Donc, si on reprend la logique de la lutte des classes, qui est devenue selon Madame Lagarde une notion tout à fait caduque -- "La lutte des classes est un concept essentiel... aux historiens et à eux seuls" --, on dirait que les travailleurs continuent à être dominés, victimes en quelque sorte, mais la classe qui les domine n'est pas celle des patrons ou des actionnaires, c'est plutôt la gauche, les "bobos à la mode", qui ne reconnaissent pas la valeur du travail. C'est tout de même pas mal!
Bref, Lagarde brasse les concepts, les détourne de leurs socles socio-économiques, sans aucune gêne. Je commence à penser que ce ne sont pas là simplement des élucubrations de droite censées faire passer la pillule, mais plutôt le signe que nous sommes entrés dans un nouveau combat culturel. La droite, s'appuyant sur cette décision historique du peuple français, se croit porteuse d'une nouvelle Evangile, une nouvelle vision de la société qu'il serait tout simplement ringard de critiquer. Sarkozy, c'est la modernité; sans Sarkozy, on est forcément un has-been. (Tiens, je devrais rajouter cela à la Prière Sarkozyste.).

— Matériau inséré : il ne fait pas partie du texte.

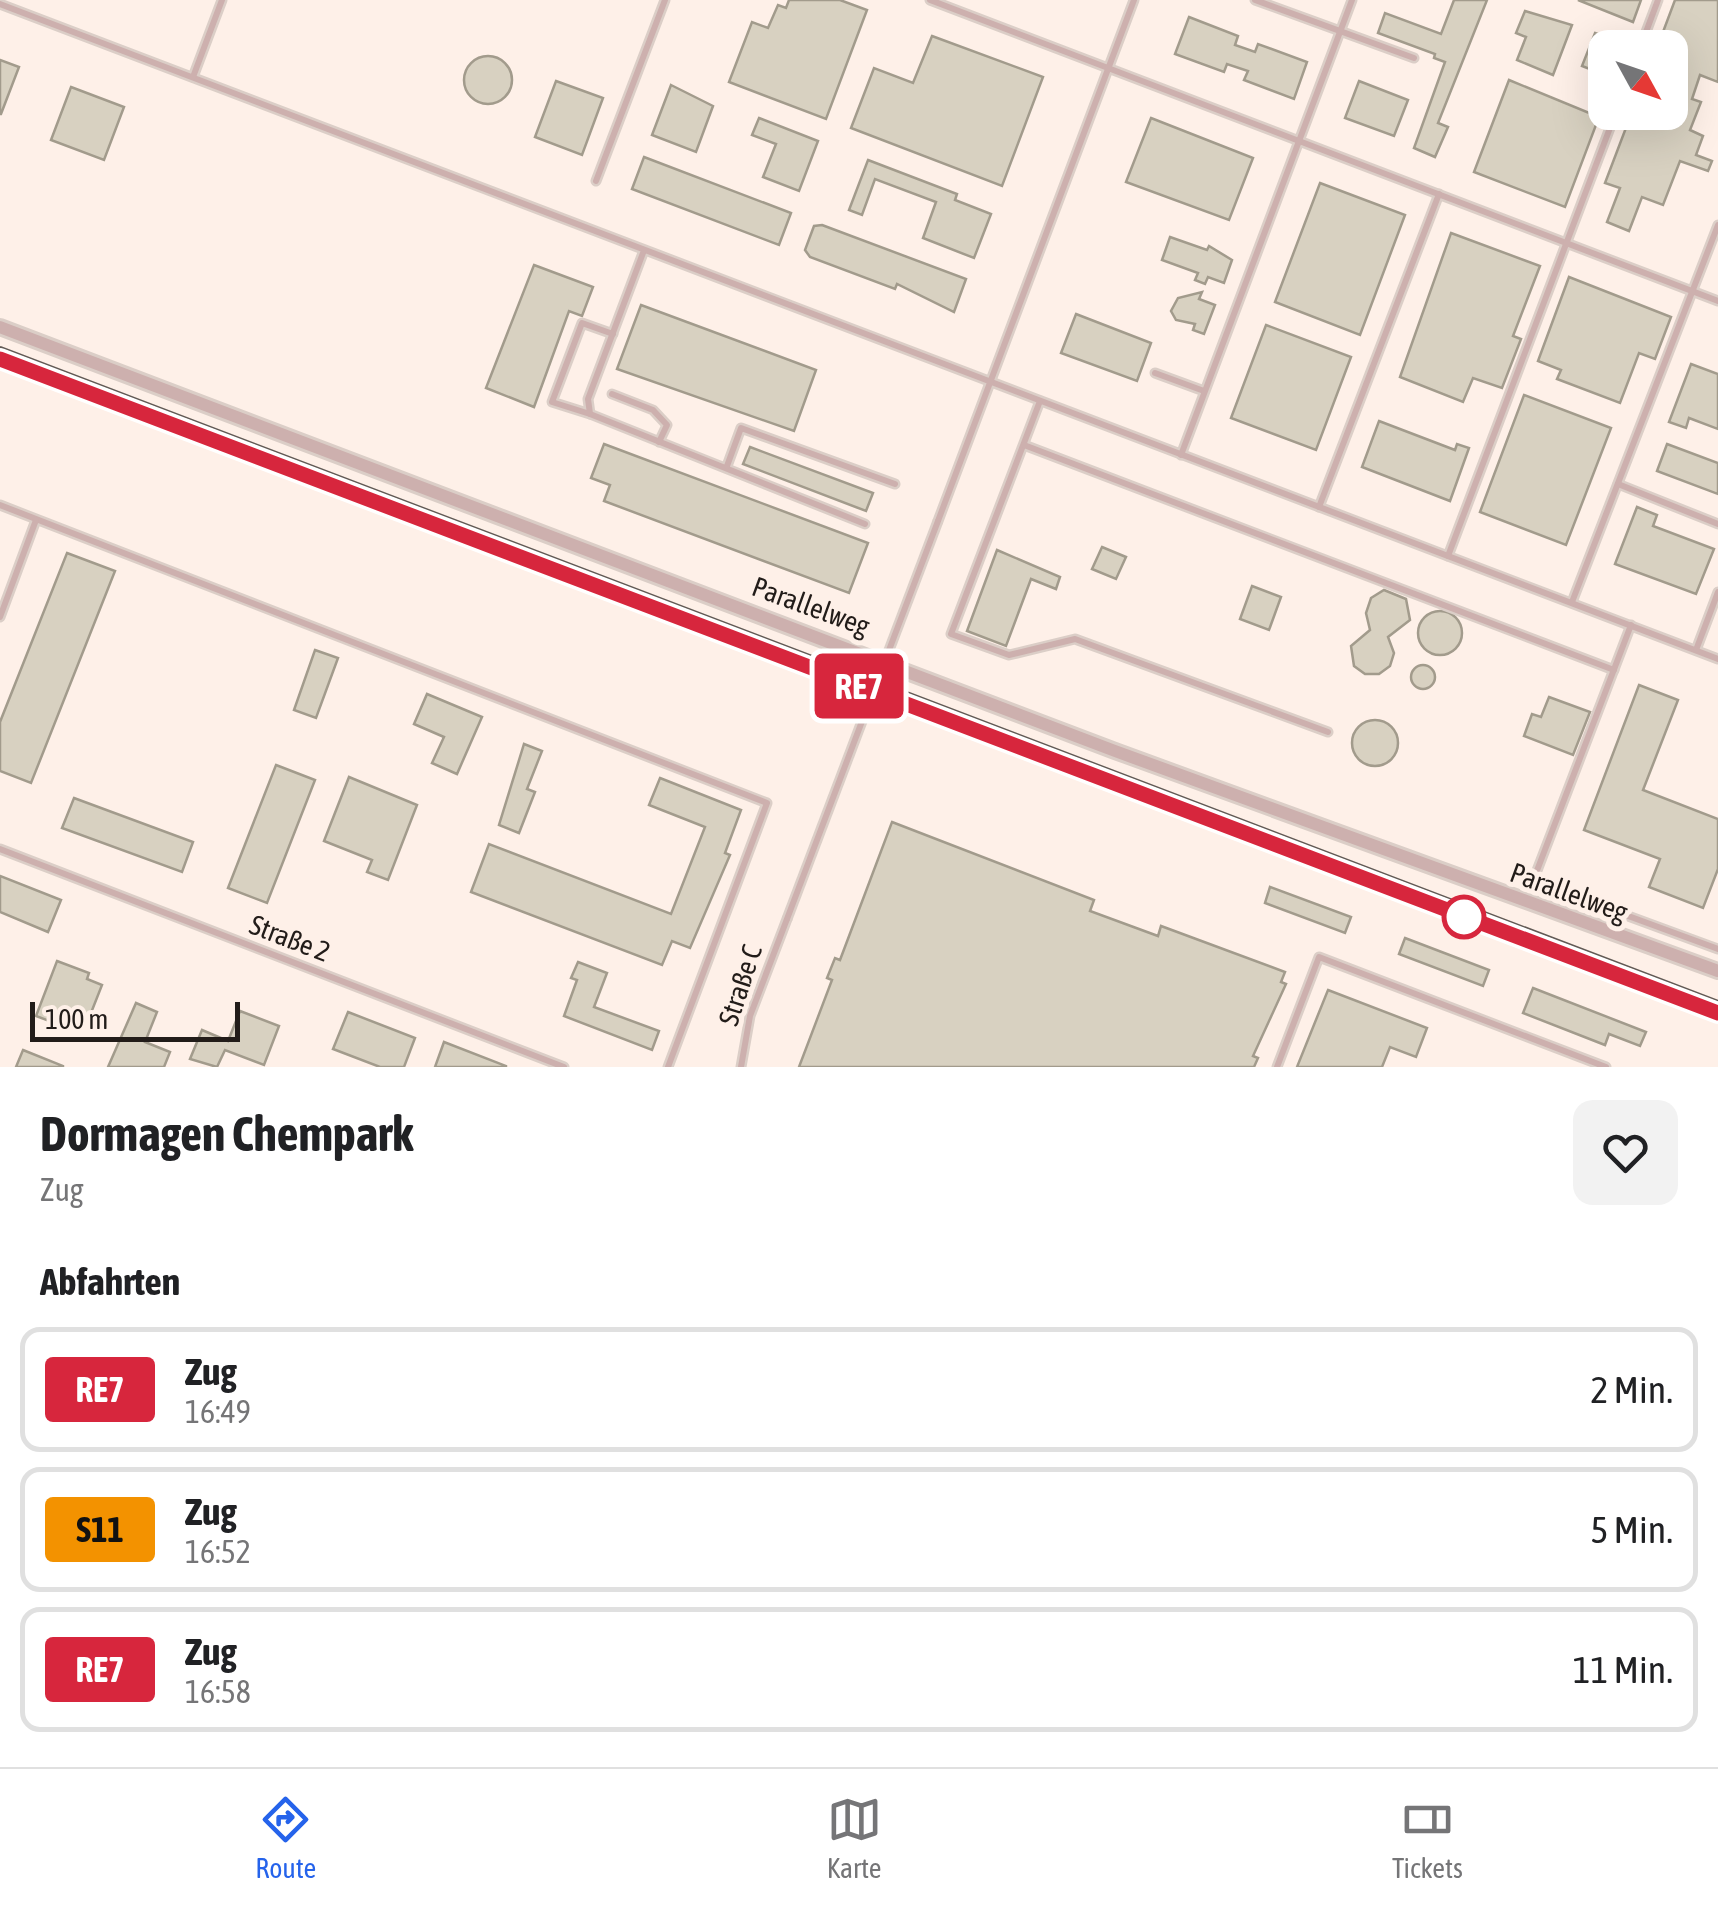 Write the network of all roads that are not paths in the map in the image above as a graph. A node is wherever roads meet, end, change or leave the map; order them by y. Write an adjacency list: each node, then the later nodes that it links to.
1 (222, 0): 13 (lane)
2 (665, 0): 16 (lane)
3 (930, 0): 12 (lane)
4 (1134, 0): 12 (lane, Straße C)
5 (1255, 0): 9 (lane)
6 (1352, 0): 9 (lane)
7 (1658, 0): 10 (lane)
8 (0, 4): 13 (lane)
9 (1340, 30): 11 (lane); 15 (lane)
10 (1647, 30)
11 (1414, 58)
12 (1109, 68): 15 (lane); 26 (lane, Straße C)
13 (193, 77): 20 (lane)
14 (1609, 130): 19 (lane)
15 (1297, 140): 17 (lane); 27 (lane)
16 (596, 182)
17 (1439, 194): 19 (lane); 38 (lane)
18 (1718, 226): 21 (lane)
19 (1567, 243): 21 (lane); 42 (lane)
20 (644, 252): 24 (lane); 26 (lane)
21 (1692, 291): 22 (lane); 36 (lane)
22 (1718, 301)
23 (0, 327): 53 (street, Parallelweg)
24 (613, 334): 30 (lane); 30 (lane)
25 (1155, 374): 27 (lane)
26 (991, 383): 29 (lane); 56 (lane, Straße C, bridge)
27 (1204, 392): 33 (lane)
28 (612, 394): 31 (lane)
29 (1040, 402): 32 (lane); 33 (lane)
30 (590, 414): 31 (lane)
31 (660, 442): 34 (lane)
32 (1024, 444): 49 (lane); 50 (lane)
33 (1181, 455): 38 (lane)
34 (726, 466): 35 (lane); 40 (lane)
35 (895, 484)
36 (1618, 484): 41 (lane); 44 (lane)
37 (0, 504): 39 (lane)
38 (1319, 507): 42 (lane)
39 (36, 520): 45 (lane); 55 (lane)
40 (864, 524)
41 (1718, 524)
42 (1448, 556): 44 (lane)
43 (1718, 592): 47 (lane)
44 (1572, 602): 46 (lane)
45 (0, 617)
46 (1631, 625): 47 (lane); 49 (lane)
47 (1696, 650): 48 (lane)
48 (1718, 659)
49 (1614, 670): 52 (lane)
50 (1328, 732)
51 (0, 849): 54 (lane, Straße 2)
52 (1718, 949)
53 (1718, 972)
54 (564, 1067)
55 (668, 1067)
56 (742, 1067)
57 (1277, 1067): 58 (lane)
58 (1606, 1067)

Surtout, je ne serais pas inquiet s'il n'y avait pas des signes que cette idée, celle de la modernité de Sarkozy, n'était pas en train de s'imposer, y compris à gauche. Manuel Valls, qui comme tout le monde, veut moderniser le PS, estime que le défaut du PS était d'être
en décalage par rapport aux attentes des Français et aux évolutions de la société, sur le travail ou sur l'autorité républicaine.
Mais surtout:
Concernant les 35 heures, il a estimé que «parfois, cela a été perçu par beaucoup de nos compatriotes comme un frein à gagner plus, comme une répartition du travail qui ne correspondait pas à leur envie de travailler plus pour gagner plus».
Comme ça, on reprend le slogan électoral de Sarkozy comme une véritable expression des désirs du bon peuple! CSP pense que Valls cherche encore un poste d'ouverture, et c'est vrai qu'à reprendre ainsi les talking points du Très Grand Homme (TGH), on peut avoir des doutes légitimes. Plus grave encore que l'éventuel débauchage de Valls, cependant, est cette idée qu'il est en train de valider, de solidifier dans la perception publique, selon laquelle Sarkozy aurait vraiment compris les enjeux de la situation, et que pour rivaliser avec lui il faudrait devenir plus comme lui.
Autre exemple, cet éditorial ridicule, publié on ne sait pourquoi (mais on devine quand même) par Le Monde, Génération centriste (ou comme le dit CSP, Génération soumission; voir aussi la réaction de Dagrouik). Les autres lui ont déjà suffisamment cassé la figure, je ne m'y attarderais pas. L'idée de rassembler sous l'étiquette d'une "Génération" la modernité de Sarkozy, à laquelle on, c'est-à-dire les jeunes membres de cette génération si branchée, ne trouve pas le moyen de s'opposer, est un indice de plus que la Révolution Culturelle Sarkozÿen est non seulement en marche, mais qu'elle a déjà lavé un bon pourcentage de cerveaux.